Aber ist im Haferdrink und in den anderen Erzeugnissen dieser Art auch wirklich keine Milch drin, wie es die Hersteller versprechen? Und was sind stattdessen die Zutaten? 91 Proben hat das Landeslabor im vergangenen Jahr untersucht. 35 mussten beanstandet werden. Die gute Nachricht: Nirgendwo entdeckten die Experten Milcheiweiß, was beispielsweise für Menschen fatal sein könnte, die darauf allergisch reagieren. Aber 16 Proben waren mit Vitamin D angereichert. Das ist in Deutschland genehmigungspflichtig, jedoch hatten die Hersteller für kein einziges der überprüften Milchersatzprodukte die Erlaubnis dafür. In Bio-Ersatzmilch ist der Zusatz von Vitaminen sogar komplett verboten. Das ist in der Bundesrepublik so geregelt, weil es schädlich ist, zu viel Vitamin D zu sich zu nehmen. Andere EU-Staaten sehen das allerdings nicht so streng.

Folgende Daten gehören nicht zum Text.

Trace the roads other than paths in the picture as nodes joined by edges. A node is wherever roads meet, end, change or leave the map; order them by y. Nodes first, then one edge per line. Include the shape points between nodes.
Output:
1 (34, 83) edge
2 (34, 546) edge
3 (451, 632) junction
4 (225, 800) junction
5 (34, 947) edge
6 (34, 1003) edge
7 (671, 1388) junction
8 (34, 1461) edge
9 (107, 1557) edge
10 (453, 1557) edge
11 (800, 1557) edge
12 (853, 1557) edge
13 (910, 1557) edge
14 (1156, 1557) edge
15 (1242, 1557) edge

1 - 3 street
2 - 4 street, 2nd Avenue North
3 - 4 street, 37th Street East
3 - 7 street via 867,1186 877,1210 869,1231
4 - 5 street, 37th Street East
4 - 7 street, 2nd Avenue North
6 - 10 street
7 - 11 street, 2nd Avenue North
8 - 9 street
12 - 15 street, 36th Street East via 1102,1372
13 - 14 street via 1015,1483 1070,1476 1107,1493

Angereichert wird, damit der Ersatz so gut wie möglich nach echter Milch schmeckt.
Am Donnerstag übergibt LLBB-Direktor Mike Neumann den Jahresbericht 2022 an die für den Verbraucherschutz zuständigen Staatssekretärinnen von Berlins Justizsenatorin Felor Badenberg (für CDU) und von Brandenburgs Gesundheitsministerin Ursula Nonnemacher (Grüne). Er tut dies am Hauptsitz seiner Behörde an der Rudower Chaussee in Berlin-Adlershof. Das Labor hat außerdem noch zwei Standorte in Frankfurt (Oder) und einen in Oranienburg.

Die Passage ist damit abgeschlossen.